Kaysville residents Sharla and John Jordan not only find the usual joys and frustrations raising six kids, they have more than your average of everything because four of the six are at some point on the autism spectrum.
But Sharla Jordan remains optimistic.
“We see miracles all the time,” she said.
Those miracles often come in things most parents take for granted, like giving mom a hug.
“We celebrated because we made it through Christmas without any tears,” Jordan said.
“It’s the little things that matter,” she said. One of the boys showered twice last week without being told.
Jordan has written a book, “Autism: Understanding the Puzzle,” which she said explains clear and simply disorders on the autism spectrum. She said it’s a book she wishes she’d had when her sons were diagnosed.
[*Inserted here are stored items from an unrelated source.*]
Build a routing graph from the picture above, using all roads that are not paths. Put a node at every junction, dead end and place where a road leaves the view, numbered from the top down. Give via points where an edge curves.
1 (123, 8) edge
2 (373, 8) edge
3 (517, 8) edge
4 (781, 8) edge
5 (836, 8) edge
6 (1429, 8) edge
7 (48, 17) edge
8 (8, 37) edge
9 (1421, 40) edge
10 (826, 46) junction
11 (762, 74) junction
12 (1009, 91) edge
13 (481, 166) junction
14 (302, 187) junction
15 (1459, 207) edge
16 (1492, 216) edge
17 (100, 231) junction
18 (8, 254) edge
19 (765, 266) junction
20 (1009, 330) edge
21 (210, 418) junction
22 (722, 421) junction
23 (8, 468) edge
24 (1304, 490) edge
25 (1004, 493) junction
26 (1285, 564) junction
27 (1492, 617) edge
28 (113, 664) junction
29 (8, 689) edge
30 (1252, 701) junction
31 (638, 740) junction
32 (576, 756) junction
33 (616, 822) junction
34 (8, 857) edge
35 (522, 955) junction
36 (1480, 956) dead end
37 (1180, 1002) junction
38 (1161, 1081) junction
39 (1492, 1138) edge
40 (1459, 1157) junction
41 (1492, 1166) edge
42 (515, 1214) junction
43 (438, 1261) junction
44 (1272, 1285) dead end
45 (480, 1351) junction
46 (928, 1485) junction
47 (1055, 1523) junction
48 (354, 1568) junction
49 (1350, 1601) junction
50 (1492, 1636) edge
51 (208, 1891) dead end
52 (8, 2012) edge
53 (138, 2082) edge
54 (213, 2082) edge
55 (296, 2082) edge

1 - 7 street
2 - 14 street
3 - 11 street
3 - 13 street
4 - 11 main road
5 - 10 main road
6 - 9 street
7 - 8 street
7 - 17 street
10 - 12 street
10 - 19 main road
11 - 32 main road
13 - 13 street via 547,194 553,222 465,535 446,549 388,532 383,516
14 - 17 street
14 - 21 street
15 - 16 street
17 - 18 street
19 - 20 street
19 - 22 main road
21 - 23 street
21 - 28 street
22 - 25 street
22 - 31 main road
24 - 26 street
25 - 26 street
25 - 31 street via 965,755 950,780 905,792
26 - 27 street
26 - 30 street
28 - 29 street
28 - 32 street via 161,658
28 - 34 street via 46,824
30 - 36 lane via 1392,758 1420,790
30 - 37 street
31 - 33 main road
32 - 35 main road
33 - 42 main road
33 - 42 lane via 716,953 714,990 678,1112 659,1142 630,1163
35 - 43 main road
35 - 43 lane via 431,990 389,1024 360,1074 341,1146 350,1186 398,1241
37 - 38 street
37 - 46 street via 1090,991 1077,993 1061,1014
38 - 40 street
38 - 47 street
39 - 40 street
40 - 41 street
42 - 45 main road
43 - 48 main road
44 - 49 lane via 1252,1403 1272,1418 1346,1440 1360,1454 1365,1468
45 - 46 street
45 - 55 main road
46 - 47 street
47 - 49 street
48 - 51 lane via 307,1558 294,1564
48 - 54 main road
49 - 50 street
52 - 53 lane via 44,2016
For more information on Jordan’s book, go to www.AutismUnderstandingThe Puzzle.com.
When Tyler, now 15, was younger, he struggled with speech, Jordan said, but they didn’t know he had autism, and they didn’t know where to turn for help.
As their sons came along, they found that they each had different needs. “Some do well in school, some don’t. Some behave, others have problems,” Jordan said.
One of the characteristics of autism is that it manifests itself differently with each child.
“Sometimes teachers didn’t believe one of our sons was on the autism spectrum,” Jordan said. “It’s one of the reasons we moved (to Kaysville). “Sometimes if they (teachers) don’t see a behavior, they don’t believe it.”
The family struggles with daily activities, but there are joys to be found there as well.
“When they were younger, it was hard finding a babysitter you could trust,” Jordan said. Even now, it’s difficult, when the older boys have activities.
That means being able to go on something simple, like a date with her husband.
And, she frequently is interrupted while trying to complete projects.
While trying to get dinner ready recently, one of the boys was jumping up and down, happy and excited, while another was reciting lines from a movie he’d seen recently. Another was sitting with his eyes covered.
She said she can leave 13-year-old Sean alone, but if 9-year-old Ethan is home with him, they feed off each other.
Eleven-year-old Neal had some delays, but it took a trained eye to detect his autism.
Jordan said one of the boys loves hugs, while another is selective about giving them. “We need to stay within boundaries,” she said.
When they were young, the boys acted like teenagers, not listening and being defiant, because they didn’t know how to express their emotions, Jordan said.
But unlike teenagers, the Jordans don’t have challenges many other parents face.
“We don’t have to worry about our son (Tyler) getting involved in the wrong crowd because he doesn’t pick up on social cues,” Jordan said.
“We’re not dealing with the typical teenage rebellion.”
She said they no longer have any worries about the 15-year-old’s future. “He’s developed enough life skills to be OK.”
He also always tells the truth. “He tells us he doesn’t feel right ‘until I tell the truth.’”
Jordan said her boys sometimes still want the latest toys or games, but not because it’s a status symbol, “They want it because they want to play.”
Jordan admits it’s sometimes embarrassing to go out with the boys, but often, it’s because the public doesn’t understand.
“We sometimes get advice from well-meaning people,” Jordan said, and she’s even been told by those who have no knowledge of the family that her kids don’t have autism.
“It’s hard on the boys when people stare,” Jordan said.
Jordan said she’s found good support from her best friend, a supportive husband and extended family and community support.